| Entries supplied |

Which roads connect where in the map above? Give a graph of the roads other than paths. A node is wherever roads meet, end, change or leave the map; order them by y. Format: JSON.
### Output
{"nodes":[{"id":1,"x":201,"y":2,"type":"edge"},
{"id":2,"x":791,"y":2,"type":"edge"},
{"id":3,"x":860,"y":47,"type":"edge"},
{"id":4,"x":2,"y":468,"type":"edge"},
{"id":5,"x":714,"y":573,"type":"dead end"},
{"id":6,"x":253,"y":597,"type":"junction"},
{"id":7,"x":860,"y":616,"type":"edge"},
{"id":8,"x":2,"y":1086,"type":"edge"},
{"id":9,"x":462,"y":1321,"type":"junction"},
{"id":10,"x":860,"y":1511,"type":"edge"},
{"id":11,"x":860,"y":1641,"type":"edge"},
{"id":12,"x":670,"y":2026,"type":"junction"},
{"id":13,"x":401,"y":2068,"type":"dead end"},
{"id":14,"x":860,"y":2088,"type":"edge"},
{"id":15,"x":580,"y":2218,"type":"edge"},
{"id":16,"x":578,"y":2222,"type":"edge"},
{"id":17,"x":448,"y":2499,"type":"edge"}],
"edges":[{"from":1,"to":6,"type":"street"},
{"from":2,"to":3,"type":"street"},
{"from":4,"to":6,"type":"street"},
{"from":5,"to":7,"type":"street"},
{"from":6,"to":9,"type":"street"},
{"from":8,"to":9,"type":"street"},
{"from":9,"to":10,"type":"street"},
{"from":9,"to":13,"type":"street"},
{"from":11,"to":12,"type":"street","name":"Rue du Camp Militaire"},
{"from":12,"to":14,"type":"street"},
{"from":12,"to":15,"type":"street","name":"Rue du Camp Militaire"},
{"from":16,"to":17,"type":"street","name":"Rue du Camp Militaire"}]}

| Task item |
Copy every line of the records above exactly.

| Solved exercise |
Which roads connect where in the map above? Give a graph of the roads other than paths. A node is wherever roads meet, end, change or leave the map; order them by y. Format: JSON.
### Output
{"nodes":[{"id":1,"x":201,"y":2,"type":"edge"},
{"id":2,"x":791,"y":2,"type":"edge"},
{"id":3,"x":860,"y":47,"type":"edge"},
{"id":4,"x":2,"y":468,"type":"edge"},
{"id":5,"x":714,"y":573,"type":"dead end"},
{"id":6,"x":253,"y":597,"type":"junction"},
{"id":7,"x":860,"y":616,"type":"edge"},
{"id":8,"x":2,"y":1086,"type":"edge"},
{"id":9,"x":462,"y":1321,"type":"junction"},
{"id":10,"x":860,"y":1511,"type":"edge"},
{"id":11,"x":860,"y":1641,"type":"edge"},
{"id":12,"x":670,"y":2026,"type":"junction"},
{"id":13,"x":401,"y":2068,"type":"dead end"},
{"id":14,"x":860,"y":2088,"type":"edge"},
{"id":15,"x":580,"y":2218,"type":"edge"},
{"id":16,"x":578,"y":2222,"type":"edge"},
{"id":17,"x":448,"y":2499,"type":"edge"}],
"edges":[{"from":1,"to":6,"type":"street"},
{"from":2,"to":3,"type":"street"},
{"from":4,"to":6,"type":"street"},
{"from":5,"to":7,"type":"street"},
{"from":6,"to":9,"type":"street"},
{"from":8,"to":9,"type":"street"},
{"from":9,"to":10,"type":"street"},
{"from":9,"to":13,"type":"street"},
{"from":11,"to":12,"type":"street","name":"Rue du Camp Militaire"},
{"from":12,"to":14,"type":"street"},
{"from":12,"to":15,"type":"street","name":"Rue du Camp Militaire"},
{"from":16,"to":17,"type":"street","name":"Rue du Camp Militaire"}]}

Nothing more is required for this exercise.